In this regard, the ATR-FTIR and visible electronic absorbance spectra of methanol–water mixtures in the presence of different solvatochromic dyes as probes have been analyzed using chemometrics methods.9 The results revealed changes in the equilibrium constant of the methanol–water association through perturbation of the hydrogen bonding interactions between the solvents.

Although the MCR method has been used in many methanol–water mixture studies,6–9,25 because of the existence of a range of feasible solutions (so-called rotational ambiguity) in this system, a unique and appropriate analysis could not be achieved.26

Here, we aim to use a more reliable method with fewer ambiguities to investigate solute effects. In this regard, complementarity and coupling theorems have been used as a soft model. In this method, any additional information on the system could be utilized to reduce ambiguity. Complementarity and coupling theory have a solid mathematical foundation and can be formulated in terms of linear and affine linear subspaces to which certain concentration profiles and spectra are restricted. This theory allows the formulation of restrictions on the feasible concentration profiles if information on the spectra is available and vice versa.27,28

Additionally, it has been shown that the dipolarity/polarizability and hydrogen acidity/basicity of solutes depend strongly on the composition and properties of the solvent mixture and mobile phases.6,8 Therefore, as well as the dynamics parameters, the resolved spectra are used to estimate the dipolarity/polarizability parameter (π*)29 and the hydrogen-bonding basicity (β)30 parameter for the pure solvent species and also for the solvent–water complexes.

Experimental

Chemicals and materials

N,N-Dimethyl-4-nitroaniline (DMA), 4-nitroanisol (NAS), and 4-nitroaniline (NAL) were purchased from Sigma-Aldrich. Merck supplied indigo carmine (ICM). Water (chromatography grade) and methanol (spectroscopy grade) were from Sigma Chemical Co. and were used directly without any further purification.

UV-Vis absorptions were studied using a Shimadzu 1601 UV-Vis spectrometer, using quartz analytical cells of 1 cm path length.

IR spectra were recorded on a FT-IR Perkin Elmer FTIR spectrometer-spectrum RX1 equipped with a Perkin Elmer ZnSe ATR sampler accessory.

Binary solvent mixtures of methanol and water of variable mole fractions (21 binary solvents) were prepared by mixing of the desired weights of the pure solvents.
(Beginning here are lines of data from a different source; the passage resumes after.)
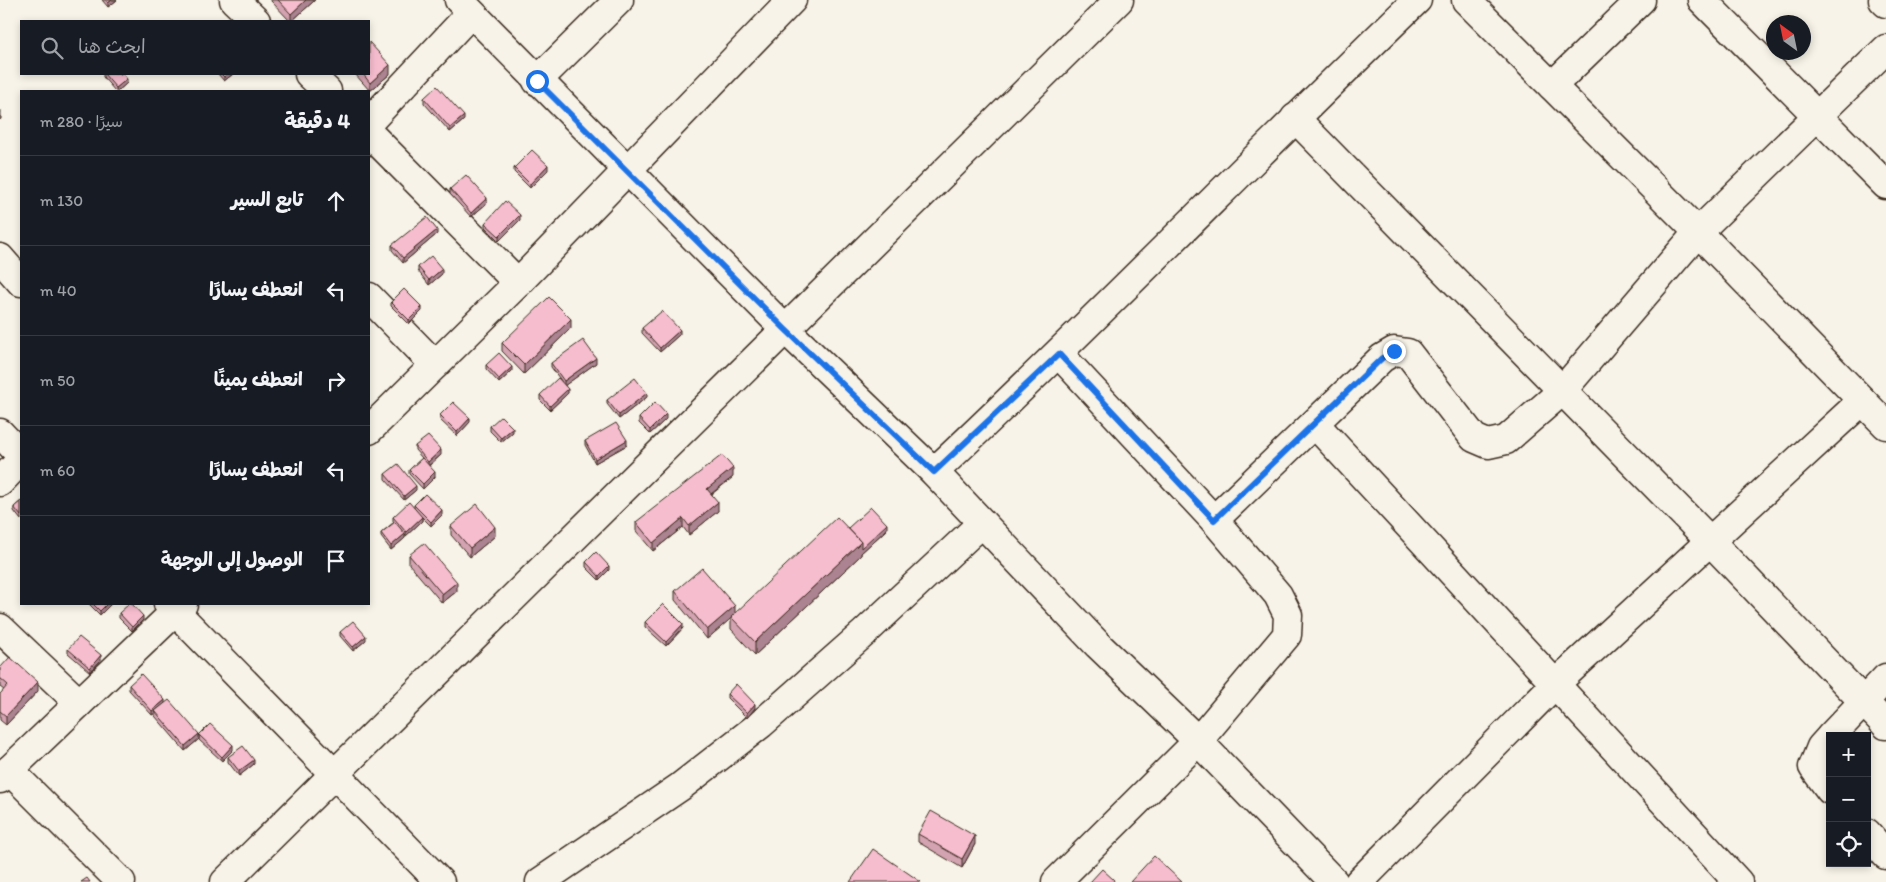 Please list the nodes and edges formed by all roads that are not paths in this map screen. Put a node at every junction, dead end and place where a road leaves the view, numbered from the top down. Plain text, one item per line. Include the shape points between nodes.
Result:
1 (234, 0) edge
2 (619, 0) edge
3 (792, 0) edge
4 (1119, 0) edge
5 (1417, 0) edge
6 (1466, 0) edge
7 (1641, 0) edge
8 (1702, 0) edge
9 (1883, 0) edge
10 (1886, 3) edge
11 (465, 6) edge
12 (255, 20) edge
13 (1886, 49) edge
14 (310, 75) edge
15 (537, 81) junction
16 (1552, 86) junction
17 (326, 90) edge
18 (1818, 115) junction
19 (1295, 118) junction
20 (370, 121) edge
21 (370, 134) edge
22 (626, 169) junction
23 (1886, 185) edge
24 (1698, 232) junction
25 (0, 258) edge
26 (20, 281) edge
27 (518, 283) junction
28 (370, 298) edge
29 (785, 329) junction
30 (1059, 354) junction
31 (435, 365) junction
32 (1561, 392) junction
33 (1862, 401) junction
34 (1315, 424) junction
35 (1886, 425) edge
36 (370, 426) edge
37 (0, 433) edge
38 (20, 454) edge
39 (20, 461) edge
40 (934, 472) junction
41 (0, 482) edge
42 (1214, 520) junction
43 (982, 523) junction
44 (1710, 541) junction
45 (176, 606) edge
46 (0, 628) edge
47 (1886, 678) edge
48 (1555, 684) junction
49 (1863, 701) junction
50 (79, 703) junction
51 (1886, 725) edge
52 (1834, 732) edge
53 (1198, 741) junction
54 (1826, 741) edge
55 (335, 774) junction
56 (5, 775) edge
57 (1826, 785) edge
58 (1871, 838) edge
59 (1886, 855) edge
60 (121, 882) edge
61 (225, 882) edge
62 (440, 882) edge
63 (540, 882) edge
64 (1056, 882) edge
65 (1334, 882) edge
66 (1359, 882) edge
67 (1738, 882) edge

1 - 12 street
2 - 15 street
3 - 22 street
4 - 29 street
5 - 19 street
6 - 16 street
7 - 16 street
8 - 18 street
9 - 10 street
11 - 15 street
11 - 20 street
13 - 18 street
14 - 17 street
15 - 22 street
16 - 24 street
18 - 23 street
18 - 24 street
19 - 30 street
19 - 32 street
21 - 27 street
22 - 27 street
22 - 29 street
24 - 32 street
24 - 33 street
25 - 26 street
27 - 31 street
28 - 31 street
29 - 40 street
29 - 55 street
30 - 40 street
30 - 42 street
31 - 36 street
32 - 34 street via 1506,440 1488,444 1474,438 1408,353 1394,351 1382,358
32 - 44 street
33 - 35 street
33 - 44 street
34 - 42 street
34 - 48 street
37 - 38 street
39 - 41 street
40 - 43 street
42 - 53 street via 1278,595 1288,616 1286,635
43 - 53 street via 1098,644
43 - 63 street via 762,724 680,787
44 - 48 street
44 - 49 street
45 - 50 street
45 - 55 street
46 - 50 street
47 - 49 street
48 - 66 street
48 - 67 street
49 - 51 street
49 - 52 street
50 - 56 street
53 - 64 street
53 - 65 street
54 - 57 street via 1813,767
55 - 61 street
55 - 62 street
56 - 60 street
58 - 59 street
Also, the mole fraction compositions for IR spectroscopy were the same as for absorption spectroscopy.

The concentrations of all of the dyes in the solvent mixtures were kept constant at 2 × 10−5 M. For each solute, the IR and UV-Vis spectra of the resulting methanol–water binary solvent solutions of various compositions were recorded. The temperature was fixed at 25 °C. The collected spectra were converted to ASCII format and transferred to MATLAB (Mathwork, Inc.) environment. The data were analyzed with programs written in the MATLAB programming environment.

Data analysis method

Data matrices were constructed for each dye solvent mixture by collecting the digitized spectra of the dye in solvent mixtures at compositions ranging from 100% to 0% organic phase. For each solute and each spectroscopic method, an absorbance data matrix D of size (m × n) was obtained, where m is the number of different solvent compositions at which spectra are measured and n is the number of absorbance readings per spectrum.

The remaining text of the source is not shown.